The following data are snippets of second-quarter performance from our market’s top 10 lenders. The figures come from Davis + Henderson’s latest lender market share report.
The Big 5
1) Scotiabank (SMA)
20.2% market share, +2.6 ppsYOY
Scotia can thank FirstLine for exiting the channel. That makes Scotia the lender to beat. In Q2, the bank re-launched its “Ultimate” 3-year variable-rate mortgage.
2) First National
18.9% market share, +6.1 pps YOY
First National can thank FirstLine even more, with a spectacular 4.3 percentage points (pps) share gain versus the prior quarter. Also in the quarter, the company cut its conventional amortization to 30 years and featured an attractive 3.99% 10-year term.
3) TD Canada Trust
7.8% share, -5.7 pps YOY
TD backs into 3rd place, gaining little share from the prior quarter. Its pullback in channel volume is definitely making some brokers nervous. It still serves some key product niches but only its top brokers consistently get good pricing. In Q2, TD eliminated its rate premium on equity lending, after significantly tightening equity lending guidelines in February.
4) Street Capital
7.7% share, +2.8 pps YOY
Street’s volumes dropped slightly, quarter over quarter. It axed conventional rentals, stated income deals, 35-year conventional amortizations, and CMHC insurance on conventional mortgages. On a positive note, the company launched “Street Options” non-prime lending in April.
7.7% share, +1.5 pps YOY
MCAP picked up 1.4 pps of share since Q1 but remained in 5th spot. It had a solid 3.99% 10-year fixed offer.
The Balance of the Top 10
6) Home Trust
5.6% share, +0.8 pps YOY
With “B” business as its focus, Home shed 80 basis points of share versus Q1.
7) National Bank of Canada
4.5% share, +0.3 pps YOY
NBC didn’t seem to benefit from the FirstLine debacle, losing 0.8 pps quarter over quarter. It launched one of the best efficiency programs in the industry, raising the income of brokers with excellent approval ratios and approval-to-fund ratios. It also imposed stricter gross debt service (GDS) ratio guidelines on conventional mortgages.
8) ING Direct
4.1% share, +0.1 pps YOY
ING’s 10-year fixed was (and continues to be) the best in the market. Sadly, ING reduced its automated online rate holds from 120 to 30 days, largely crippling this valuable tool.
9) FirstLine Mortgages
4.0% share, –10.5 pps YOY
The drawn-out decline of a once-great lender continued. At one time, FirstLine was closing almost 1 in 3 broker channel mortgages.
10) Merix Financial
2.9% share, +0.1 pps YOY
Merix re-launched its Lendwise brand with everyday low pricing and four compensation tiers based on volume. Merix also eliminated its niche 40-year amortization on conventional mortgages.

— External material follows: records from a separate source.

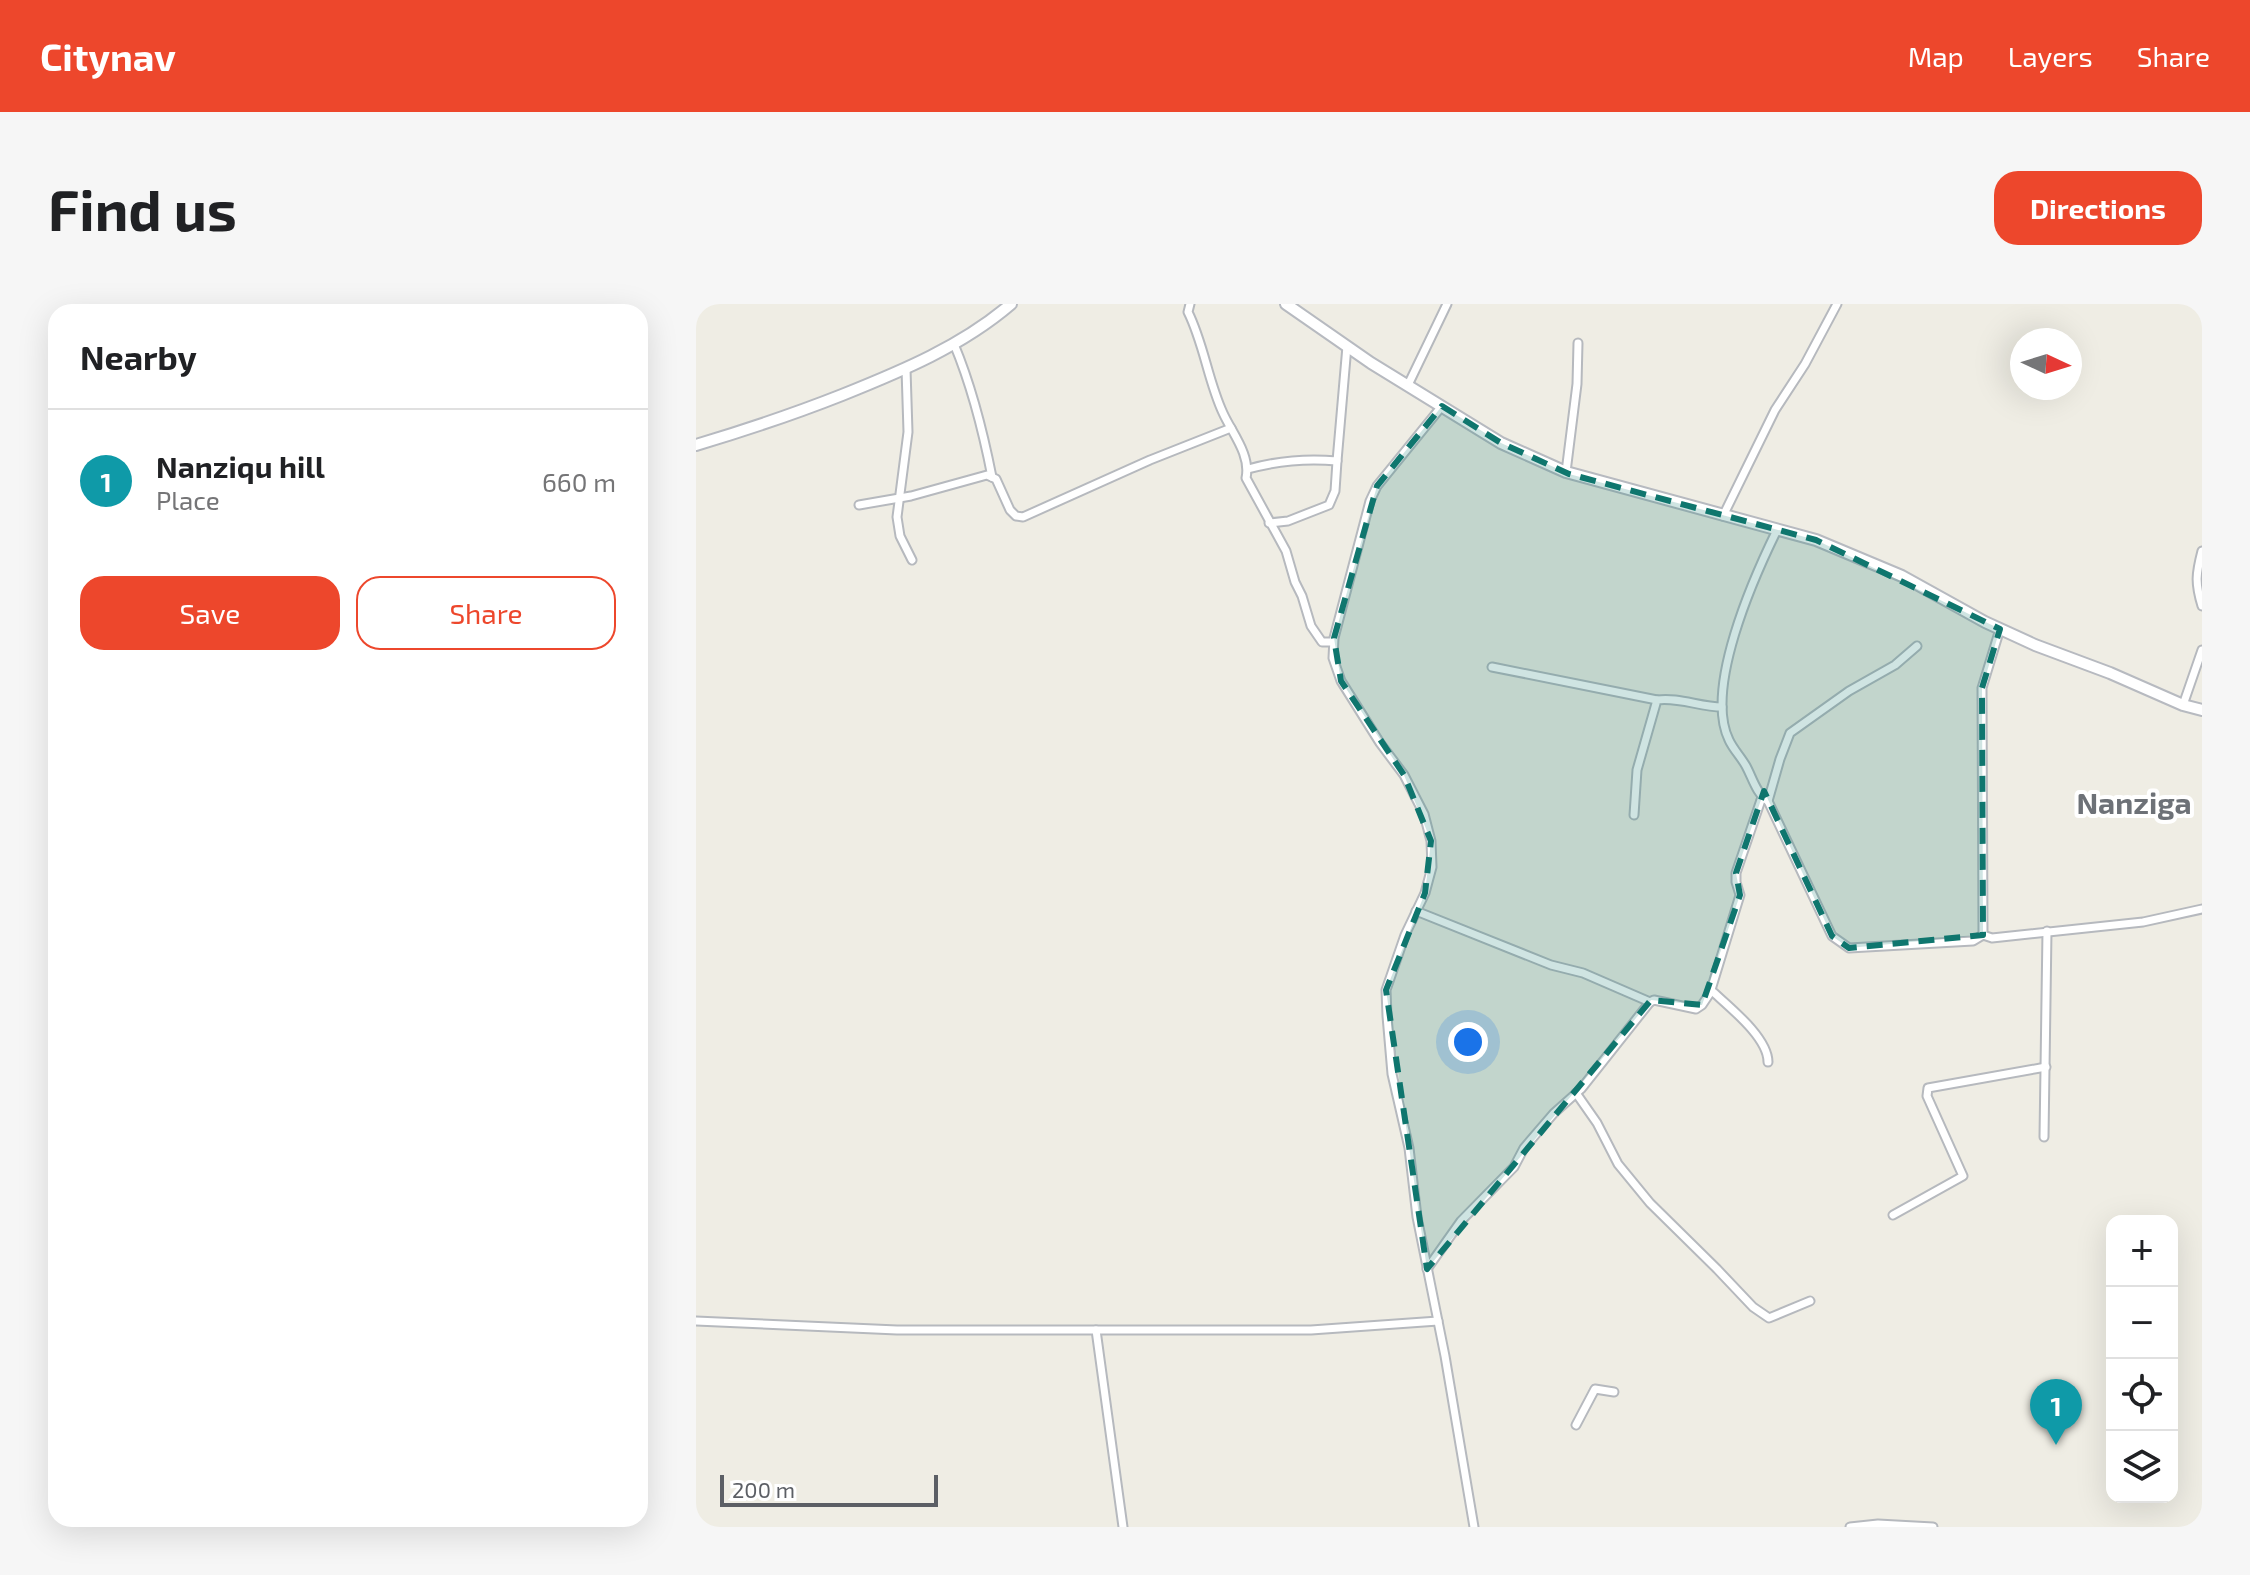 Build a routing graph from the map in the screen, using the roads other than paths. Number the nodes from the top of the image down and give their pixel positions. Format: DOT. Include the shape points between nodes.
graph roads {
  1 [pos="1011,304"];
  2 [pos="1190,304"];
  3 [pos="1286,304"];
  4 [pos="1447,304"];
  5 [pos="1837,304"];
  6 [pos="1578,343"];
  7 [pos="954,344"];
  8 [pos="1347,346"];
  9 [pos="906,369"];
  10 [pos="1408,385"];
  11 [pos="1442,406"];
  12 [pos="1231,428"];
  13 [pos="696,445"];
  14 [pos="1337,461"];
  15 [pos="1248,469"];
  16 [pos="1566,472"];
  17 [pos="992,477"];
  18 [pos="901,497"];
  19 [pos="859,505"];
  20 [pos="1723,516"];
  21 [pos="1269,523"];
  22 [pos="1777,530"];
  23 [pos="2202,551"];
  24 [pos="912,560"];
  25 [pos="2202,606"];
  26 [pos="2000,629"];
  27 [pos="1333,642"];
  28 [pos="1917,646"];
  29 [pos="2202,650"];
  30 [pos="1492,667"];
  31 [pos="1657,700"];
  32 [pos="2183,705"];
  33 [pos="1722,707"];
  34 [pos="2202,710"];
  35 [pos="1765,799"];
  36 [pos="1634,815"];
  37 [pos="2202,909"];
  38 [pos="1416,911"];
  39 [pos="2047,931"];
  40 [pos="1983,935"];
  41 [pos="1711,990"];
  42 [pos="1650,1002"];
  43 [pos="1768,1062"];
  44 [pos="2046,1067"];
  45 [pos="1576,1093"];
  46 [pos="2044,1137"];
  47 [pos="1893,1215"];
  48 [pos="1427,1269"];
  49 [pos="1810,1301"];
  50 [pos="696,1321"];
  51 [pos="1438,1321"];
  52 [pos="1096,1330"];
  53 [pos="1614,1392"];
  54 [pos="1576,1425"];
  55 [pos="1123,1527"];
  56 [pos="1474,1527"];
  57 [pos="1850,1527"];
  58 [pos="1933,1527"];
  1 -- 7 [label="street"];
  2 -- 12 [label="street" via="1188,312 1214,391"];
  3 -- 8 [label="street"];
  4 -- 10 [label="street"];
  5 -- 20 [label="street" via="1774,412"];
  6 -- 16 [label="street"];
  7 -- 9 [label="street"];
  7 -- 17 [label="street"];
  8 -- 10 [label="street"];
  8 -- 14 [label="street"];
  9 -- 13 [label="street"];
  9 -- 18 [label="street" via="908,432"];
  10 -- 11 [label="street"];
  11 -- 16 [label="street" via="1501,443"];
  11 -- 27 [label="street" via="1373,494"];
  12 -- 15 [label="street"];
  12 -- 17 [label="street" via="1023,517 1010,510"];
  14 -- 15 [label="street" via="1283,461"];
  14 -- 21 [label="street" via="1329,505"];
  15 -- 21 [label="street" via="1246,478"];
  16 -- 20 [label="street"];
  17 -- 18 [label="street"];
  18 -- 19 [label="street"];
  18 -- 24 [label="street" via="900,536"];
  20 -- 22 [label="street"];
  21 -- 27 [label="street" via="1286,551 1311,626 1322,642"];
  22 -- 26 [label="street" via="1816,540 1902,576"];
  22 -- 33 [label="street" via="1730,649"];
  23 -- 25 [label="street" via="2195,575"];
  26 -- 32 [label="street"];
  26 -- 40 [label="street" via="1982,688"];
  27 -- 38 [label="street" via="1341,681 1424,814 1432,867"];
  28 -- 35 [label="street" via="1790,733"];
  29 -- 32 [label="street"];
  30 -- 31 [label="street"];
  31 -- 33 [label="street"];
  31 -- 36 [label="street" via="1637,770"];
  32 -- 34 [label="street"];
  33 -- 35 [label="street" via="1728,740"];
  35 -- 40 [label="street" via="1832,936 1849,948 1973,941"];
  35 -- 41 [label="street" via="1736,873 1740,895"];
  37 -- 39 [label="street" via="2128,924"];
  38 -- 42 [label="street"];
  38 -- 48 [label="street" via="1386,990 1392,1074"];
  39 -- 40 [label="street"];
  39 -- 44 [label="street"];
  41 -- 42 [label="street" via="1696,1009"];
  41 -- 43 [label="street" via="1763,1044"];
  42 -- 45 [label="street"];
  44 -- 46 [label="street"];
  44 -- 47 [label="street" via="1928,1088 1963,1176"];
  45 -- 48 [label="street" via="1461,1221"];
  45 -- 49 [label="street" via="1618,1164 1650,1203 1753,1307 1769,1318"];
  48 -- 51 [label="street"];
  50 -- 52 [label="street" via="895,1330"];
  51 -- 52 [label="street" via="1311,1330"];
  51 -- 56 [label="street"];
  52 -- 55 [label="street"];
  53 -- 54 [label="street" via="1595,1389"];
  57 -- 58 [label="street"];
}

- British Columbia’s Coast Capital Savings was the top credit union in the broker market, vaulting into 12th place with a 219% quarter-over-quarter volume increase.
- ICICI’s market share exploded 931.5% year over year. It’s got some of the best 5-year fixed pricing in the business.
Source: D+H puts out a terrific, non-public report called Lender Insights, which compiles lender market share data in the mortgage broker industry. We receive data from that report via 3rd party sources and have quoted it here. This data is not confirmed, but is believed reliable.